Rosângela também tem uma filha no 1º ano no Protásio Alves. Ela diz que a preocupação é constante. “Nunca deixa minha filha vir sozinha e digo para nunca andar com celular à mostra”, afirma. Segundo ela, as ruas Marcílio Dias e João Neves da Fontoura são as mais perigosas da região.

Até o caso envolvendo Denner, os alunos dizem que a maioria das ocorrências era de roubos de celular.  Em geral, não havia agressão. Pela violência do ataque, estudantes e professores passaram a ficar mais preocupados. Na última quinta-feira (9), eles organizaram manifestações em frente ao colégio nos três turnos de aula para chamar a atenção para a falta de segurança no local.

“A gente tem medo de vir para a escola, mas vem porque é a obrigação”, diz Giuliana, 17 anos, estudante do 3º ano.

 | Foto: Caroline Ferraz/Sul21
O vendedor ambulante, Rodrigo Batista, trabalha em frente à escola e  acompanha a rotina de assaltos | Foto: Caroline Ferraz/Sul21

“Estamos bem assustadas”, reforça a colega Thalia, 17 anos. “Antes tu via assaltos, mas não era assim. Esse ano está muito pior”, complementa, salientando que as meninas se sentem mais assustadas porque são um alvo mais fácil.

As duas dizem que até veem policiais no entorno da escola, mas que eles não ficam muito tempo. “Eles ficam dez minutos e vão embora”, diz Giuliana.

Rodrigo Batista, 37 anos, é ambulante e trabalha em frente ao Protásio Alves desde 2012. Ele diz que, com frequência, vê os estudantes sendo assaltados na parada de ônibus da Avenida Érico Veríssimo e na Avenida Ipiranga, próximo a rua Gen. Lima e Silva. “Ali é um lugar com muitas árvores, deserto, só passa carro”.

Ele afirma que a Brigada Militar já fez uma ação recente na escola. “Mas não logrou êxito”, afirma. Ele ainda diz que, no dia a dia, só vê viaturas rondando o colégio, não vê policiais a pé ajudando no policiamento da região.

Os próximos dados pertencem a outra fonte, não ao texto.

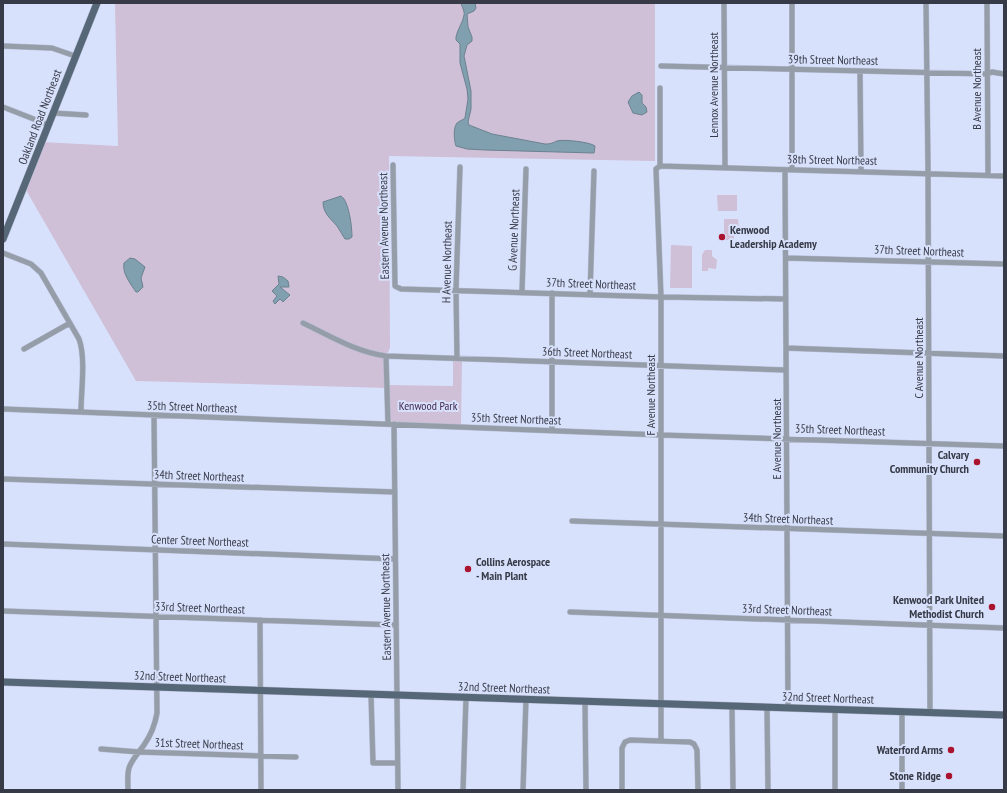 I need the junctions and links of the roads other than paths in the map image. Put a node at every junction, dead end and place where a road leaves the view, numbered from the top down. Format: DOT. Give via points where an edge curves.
graph roads {
  1 [pos="97,3"];
  2 [pos="724,3"];
  3 [pos="792,3"];
  4 [pos="926,3"];
  5 [pos="987,3"];
  6 [pos="3,46"];
  7 [pos="75,56"];
  8 [pos="661,66"];
  9 [pos="725,68"];
  10 [pos="792,69"];
  11 [pos="860,71"];
  12 [pos="927,73"];
  13 [pos="987,74"];
  14 [pos="1004,74"];
  15 [pos="660,88"];
  16 [pos="3,107"];
  17 [pos="53,113"];
  18 [pos="86,115"];
  19 [pos="49,125"];
  20 [pos="393,165"];
  21 [pos="660,166"];
  22 [pos="460,167"];
  23 [pos="725,168"];
  24 [pos="526,169"];
  25 [pos="792,169"];
  26 [pos="785,170"];
  27 [pos="594,171"];
  28 [pos="861,171"];
  29 [pos="928,173"];
  30 [pos="988,175"];
  31 [pos="1004,176"];
  32 [pos="3,239"];
  33 [pos="3,253"];
  34 [pos="786,258"];
  35 [pos="928,262"];
  36 [pos="1004,264"];
  37 [pos="395,286"];
  38 [pos="456,290"];
  39 [pos="522,292"];
  40 [pos="552,293"];
  41 [pos="590,294"];
  42 [pos="661,297"];
  43 [pos="786,299"];
  44 [pos="70,323"];
  45 [pos="303,323"];
  46 [pos="786,348"];
  47 [pos="24,349"];
  48 [pos="929,353"];
  49 [pos="386,356"];
  50 [pos="1004,356"];
  51 [pos="457,358"];
  52 [pos="552,362"];
  53 [pos="661,366"];
  54 [pos="786,370"];
  55 [pos="3,409"];
  56 [pos="81,412"];
  57 [pos="154,415"];
  58 [pos="388,424"];
  59 [pos="394,424"];
  60 [pos="552,430"];
  61 [pos="661,435"];
  62 [pos="787,439"];
  63 [pos="929,443"];
  64 [pos="1004,446"];
  65 [pos="3,479"];
  66 [pos="155,484"];
  67 [pos="395,492"];
  68 [pos="572,521"];
  69 [pos="662,524"];
  70 [pos="787,529"];
  71 [pos="929,533"];
  72 [pos="1004,536"];
  73 [pos="3,544"];
  74 [pos="155,549"];
  75 [pos="395,559"];
  76 [pos="3,611"];
  77 [pos="570,612"];
  78 [pos="156,616"];
  79 [pos="662,616"];
  80 [pos="260,620"];
  81 [pos="788,620"];
  82 [pos="396,625"];
  83 [pos="930,625"];
  84 [pos="1004,628"];
  85 [pos="3,682"];
  86 [pos="156,687"];
  87 [pos="260,691"];
  88 [pos="371,694"];
  89 [pos="397,695"];
  90 [pos="466,698"];
  91 [pos="526,699"];
  92 [pos="585,701"];
  93 [pos="661,704"];
  94 [pos="732,706"];
  95 [pos="767,707"];
  96 [pos="788,708"];
  97 [pos="835,709"];
  98 [pos="902,712"];
  99 [pos="930,712"];
  100 [pos="1004,715"];
  101 [pos="661,741"];
  102 [pos="101,749"];
  103 [pos="138,752"];
  104 [pos="261,756"];
  105 [pos="296,757"];
  106 [pos="397,763"];
  107 [pos="128,790"];
  108 [pos="261,790"];
  109 [pos="398,790"];
  110 [pos="463,790"];
  111 [pos="523,790"];
  112 [pos="586,790"];
  113 [pos="622,790"];
  114 [pos="698,790"];
  115 [pos="733,790"];
  116 [pos="768,790"];
  117 [pos="835,790"];
  118 [pos="902,790"];
  1 -- 7 [label="main road, Oakland Road Northeast"];
  2 -- 9 [label="street, Lennox Avenue Northeast"];
  3 -- 10 [label="street"];
  4 -- 12 [label="street, C Avenue Northeast"];
  5 -- 13 [label="street, B Avenue Northeast"];
  6 -- 7 [label="street" via="52,48"];
  7 -- 17 [label="main road, Oakland Road Northeast"];
  8 -- 9 [label="street, 39th Street Northeast"];
  9 -- 10 [label="street, 39th Street Northeast"];
  9 -- 23 [label="street, Lennox Avenue Northeast"];
  10 -- 11 [label="street, 39th Street Northeast"];
  10 -- 25 [label="street"];
  11 -- 12 [label="street, 39th Street Northeast"];
  11 -- 28 [label="street"];
  12 -- 13 [label="street, 39th Street Northeast"];
  12 -- 29 [label="street, C Avenue Northeast"];
  13 -- 14 [label="street, 39th Street Northeast"];
  13 -- 30 [label="street, B Avenue Northeast"];
  15 -- 21 [label="street, F Avenue Northeast"];
  16 -- 19 [label="street"];
  17 -- 18 [label="street"];
  17 -- 19 [label="main road, Oakland Road Northeast"];
  19 -- 32 [label="main road, Oakland Road Northeast"];
  20 -- 37 [label="street, Eastern Avenue Northeast"];
  21 -- 23 [label="street, 38th Street Northeast"];
  21 -- 42 [label="street, F Avenue Northeast" via="656,169"];
  22 -- 38 [label="street, H Avenue Northeast"];
  23 -- 26 [label="street, 38th Street Northeast"];
  24 -- 39 [label="street, G Avenue Northeast"];
  25 -- 26 [label="street, 38th Street Northeast"];
  25 -- 28 [label="street, 38th Street Northeast"];
  26 -- 34 [label="street, E Avenue Northeast"];
  27 -- 41 [label="street"];
  28 -- 29 [label="street, 38th Street Northeast"];
  29 -- 30 [label="street, 38th Street Northeast"];
  29 -- 35 [label="street, C Avenue Northeast"];
  30 -- 31 [label="street, 38th Street Northeast"];
  33 -- 44 [label="street" via="31,264 41,273"];
  34 -- 35 [label="street, 37th Street Northeast"];
  34 -- 43 [label="street, E Avenue Northeast"];
  35 -- 36 [label="street, 37th Street Northeast"];
  35 -- 48 [label="street, C Avenue Northeast"];
  37 -- 38 [label="street, 37th Street Northeast"];
  38 -- 39 [label="street, 37th Street Northeast"];
  38 -- 51 [label="street, H Avenue Northeast"];
  39 -- 40 [label="street, 37th Street Northeast"];
  40 -- 41 [label="street, 37th Street Northeast"];
  40 -- 52 [label="street"];
  41 -- 42 [label="street, 37th Street Northeast"];
  42 -- 43 [label="street, 37th Street Northeast"];
  42 -- 53 [label="street, F Avenue Northeast"];
  43 -- 46 [label="street, E Avenue Northeast"];
  44 -- 47 [label="street"];
  44 -- 56 [label="street" via="82,346"];
  45 -- 49 [label="street, 36th Street Northeast" via="356,348"];
  46 -- 48 [label="street"];
  46 -- 54 [label="street, E Avenue Northeast"];
  48 -- 50 [label="street"];
  48 -- 63 [label="street, C Avenue Northeast"];
  49 -- 51 [label="street, 36th Street Northeast"];
  49 -- 58 [label="street"];
  51 -- 52 [label="street, 36th Street Northeast"];
  52 -- 53 [label="street, 36th Street Northeast"];
  52 -- 60 [label="street"];
  53 -- 54 [label="street, 36th Street Northeast"];
  53 -- 61 [label="street, F Avenue Northeast"];
  54 -- 62 [label="street, E Avenue Northeast"];
  55 -- 56 [label="street, 35th Street Northeast"];
  56 -- 57 [label="street, 35th Street Northeast"];
  57 -- 58 [label="street, 35th Street Northeast"];
  57 -- 66 [label="street"];
  58 -- 59 [label="street, 35th Street Northeast"];
  59 -- 60 [label="street, 35th Street Northeast"];
  59 -- 67 [label="street, Eastern Avenue Northeast"];
  60 -- 61 [label="street, 35th Street Northeast"];
  61 -- 62 [label="street, 35th Street Northeast"];
  61 -- 69 [label="street, F Avenue Northeast"];
  62 -- 63 [label="street, 35th Street Northeast"];
  62 -- 70 [label="street, E Avenue Northeast"];
  63 -- 64 [label="street, 35th Street Northeast"];
  63 -- 71 [label="street, C Avenue Northeast"];
  65 -- 66 [label="street, 34th Street Northeast"];
  66 -- 67 [label="street, 34th Street Northeast"];
  66 -- 74 [label="street"];
  67 -- 75 [label="street, Eastern Avenue Northeast"];
  68 -- 69 [label="street, 34th Street Northeast"];
  69 -- 70 [label="street, 34th Street Northeast"];
  69 -- 79 [label="street, F Avenue Northeast"];
  70 -- 71 [label="street, 34th Street Northeast"];
  70 -- 81 [label="street, E Avenue Northeast"];
  71 -- 72 [label="street, 34th Street Northeast"];
  71 -- 83 [label="street, C Avenue Northeast"];
  73 -- 74 [label="street, Center Street Northeast"];
  74 -- 75 [label="street, Center Street Northeast"];
  74 -- 78 [label="street"];
  75 -- 82 [label="street, Eastern Avenue Northeast"];
  76 -- 78 [label="street, 33rd Street Northeast"];
  77 -- 79 [label="street, 33rd Street Northeast"];
  78 -- 80 [label="street, 33rd Street Northeast"];
  78 -- 86 [label="street"];
  79 -- 81 [label="street, 33rd Street Northeast"];
  79 -- 93 [label="street, F Avenue Northeast"];
  80 -- 82 [label="street, 33rd Street Northeast"];
  80 -- 87 [label="street"];
  81 -- 83 [label="street, 33rd Street Northeast"];
  81 -- 96 [label="street, E Avenue Northeast"];
  82 -- 89 [label="street, Eastern Avenue Northeast"];
  83 -- 84 [label="street, 33rd Street Northeast"];
  83 -- 99 [label="street, C Avenue Northeast"];
  85 -- 86 [label="main road, 32nd Street Northeast"];
  86 -- 87 [label="main road, 32nd Street Northeast"];
  86 -- 103 [label="street" via="155,723 150,737"];
  87 -- 88 [label="main road, 32nd Street Northeast"];
  87 -- 104 [label="street"];
  88 -- 89 [label="main road, 32nd Street Northeast"];
  88 -- 106 [label="street" via="374,763"];
  89 -- 90 [label="main road, 32nd Street Northeast"];
  89 -- 106 [label="street, Eastern Avenue Northeast"];
  90 -- 91 [label="main road, 32nd Street Northeast"];
  90 -- 110 [label="street"];
  91 -- 92 [label="main road, 32nd Street Northeast"];
  91 -- 111 [label="street"];
  92 -- 93 [label="main road, 32nd Street Northeast"];
  92 -- 112 [label="street"];
  93 -- 94 [label="main road, 32nd Street Northeast"];
  93 -- 101 [label="street, F Avenue Northeast"];
  94 -- 95 [label="main road, 32nd Street Northeast"];
  94 -- 115 [label="street"];
  95 -- 96 [label="main road, 32nd Street Northeast"];
  95 -- 116 [label="street"];
  96 -- 97 [label="main road, 32nd Street Northeast"];
  97 -- 98 [label="main road, 32nd Street Northeast"];
  97 -- 117 [label="street"];
  98 -- 99 [label="main road, 32nd Street Northeast"];
  98 -- 118 [label="street"];
  99 -- 100 [label="main road, 32nd Street Northeast"];
  101 -- 113 [label="street" via="625,742 622,748"];
  101 -- 114 [label="street" via="694,744 697,750"];
  102 -- 103 [label="street, 31st Street Northeast"];
  103 -- 104 [label="street, 31st Street Northeast"];
  103 -- 107 [label="street" via="128,774"];
  104 -- 105 [label="street, 31st Street Northeast"];
  104 -- 108 [label="street"];
  106 -- 109 [label="street, Eastern Avenue Northeast"];
}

 | Foto: Caroline Ferraz/Sul21
Ana Maria de Souza, diretora da escola, acredita que a violência na região aumentou neste ano, pois ocorre em qualquer horário | Foto: Caroline Ferraz/Sul21

Assaltos estão se tornando mais violentos

Diretora da Protásio Alves, Ana Maria de Souza relata que a escola já tomou conhecimento de pelo menos 50 casos de assaltos nas imediações da escola só neste ano. Contudo, ela afirma que o número de casos deve ser muito maior, porque vários alunos não relatam. “A gente descobriu que, na noite que o menino foi esfaqueado, uma menina foi assaltada 30 minutos antes dele. Ela disse que foi a segunda vez, só que ela nunca tinha nos falado”.

Segundo a diretora, a situação de violência no entorno da escola piorou consideravelmente de um ano para cá. “No ano passado, a gente já teve muitos assaltos, mas nunca houve uma violência desse tipo”, disse, ressaltando que os casos não se limitam a apenas roubos de celulares e que ocorrem em todos os turnos, não apenas durante a noite.

Ela conta que, há cerca de duas semanas, duas meninas foram agredidas por assaltantes ao descerem do ônibus na Avenida Érico Veríssimo, por volta das 7h30. “Uma das meninas era super magra e uns caras grandões deram dois socos na cara dela. Levaram celular e botaram a faca na cara dela”, afirma Ana Maria.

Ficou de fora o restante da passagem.